Rigs in Gulf Ready to Drill, but There’s Little Work
by CLIFFORD KRAUSS, nytimes.com, 12.07.2010
Kyle Beverly a roustabout on the Seahawk 2007 painted his idled rig a few miles offshore from Cameron, La., the day before getting a permit to drill again. More Photos »
The usual deafening clatter of the driller shack and engine room on the Seahawk 2007 had been replaced by relative silence. After finishing a shift, the men typically went to their cabins instead of playing poker with their buddies, hitting the weight room or watching football in the television room. With no alcohol on board, many of the men had been eating more, Kenneth Milton, a rig cook, told a reporter visiting on Monday. “Everyone’s tensed up, nervous.”
Much of that tension will now ease. On Tuesday, regulators finally granted a drilling permit to Castex, which has a contract with the Seahawk 2007 to drill the well. Over the next few days, the structure will be towed from its current location near Cameron, La., to a drill site off the Texas coast.
“I’m glad they finally stopped dragging their feet,” said Gerald Wayne Blanchard, the top supervisor on the rig. “Now we can get back to work.”
But the long-term prospects for the workers on the Seahawk 2007 — and their employer, Seahawk Drilling — remain in doubt.

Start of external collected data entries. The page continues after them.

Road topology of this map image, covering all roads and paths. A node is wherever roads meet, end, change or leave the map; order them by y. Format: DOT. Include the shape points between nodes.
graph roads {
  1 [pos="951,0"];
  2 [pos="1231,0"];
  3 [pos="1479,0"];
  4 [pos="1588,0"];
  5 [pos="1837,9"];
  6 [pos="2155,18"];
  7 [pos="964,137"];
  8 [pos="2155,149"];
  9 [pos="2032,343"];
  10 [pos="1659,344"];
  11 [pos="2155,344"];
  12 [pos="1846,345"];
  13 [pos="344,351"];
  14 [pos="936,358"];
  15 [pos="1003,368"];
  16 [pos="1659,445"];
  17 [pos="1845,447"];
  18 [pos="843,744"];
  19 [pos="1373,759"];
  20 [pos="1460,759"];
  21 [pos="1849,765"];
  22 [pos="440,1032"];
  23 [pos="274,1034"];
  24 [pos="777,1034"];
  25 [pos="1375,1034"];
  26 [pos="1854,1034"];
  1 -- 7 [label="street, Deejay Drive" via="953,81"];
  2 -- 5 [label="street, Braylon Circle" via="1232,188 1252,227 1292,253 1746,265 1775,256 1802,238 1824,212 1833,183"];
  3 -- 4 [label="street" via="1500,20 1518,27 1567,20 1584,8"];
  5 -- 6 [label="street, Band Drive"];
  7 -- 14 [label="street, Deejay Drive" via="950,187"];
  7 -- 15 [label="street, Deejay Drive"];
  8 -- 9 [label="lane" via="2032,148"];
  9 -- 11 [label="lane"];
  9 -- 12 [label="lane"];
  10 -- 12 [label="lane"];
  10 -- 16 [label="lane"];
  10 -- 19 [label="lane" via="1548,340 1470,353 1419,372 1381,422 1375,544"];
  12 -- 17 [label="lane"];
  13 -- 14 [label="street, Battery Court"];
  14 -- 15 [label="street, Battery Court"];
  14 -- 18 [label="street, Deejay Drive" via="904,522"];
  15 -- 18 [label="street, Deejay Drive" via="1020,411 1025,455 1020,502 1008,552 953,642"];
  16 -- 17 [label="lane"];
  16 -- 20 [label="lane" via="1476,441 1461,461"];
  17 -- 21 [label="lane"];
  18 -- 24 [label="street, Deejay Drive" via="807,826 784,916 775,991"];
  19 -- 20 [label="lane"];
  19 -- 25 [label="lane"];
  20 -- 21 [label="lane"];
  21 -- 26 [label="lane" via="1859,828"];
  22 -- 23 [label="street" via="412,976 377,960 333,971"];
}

The workers still have jobs, but many of them are making significantly less than they did before the BP accident. Seahawk Drilling has suffered so much from the slowdown that it is considering selling some rigs — and maybe the whole company.
“If we get a good offer, we’re on the block,” said Randall D. Stilley, Seahawk’s president and chief executive.
That is part of the legacy of the BP disaster, which killed 11 people, spilled millions of barrels of oil, and shook up a regulatory regime that had for years granted drilling permits without much review.
Over the last few weeks, about a quarter of the gulf’s 46 shallow water oil rigs were idle, according to Jim Noe, executive director of the Shallow Water Energy Security Coalition and senior vice president at Hercules Offshore. That compares with 5 to 10 percent in normal times, he said. After a flurry of permits were granted in late September and early October, he said, “we have seen another trickle.”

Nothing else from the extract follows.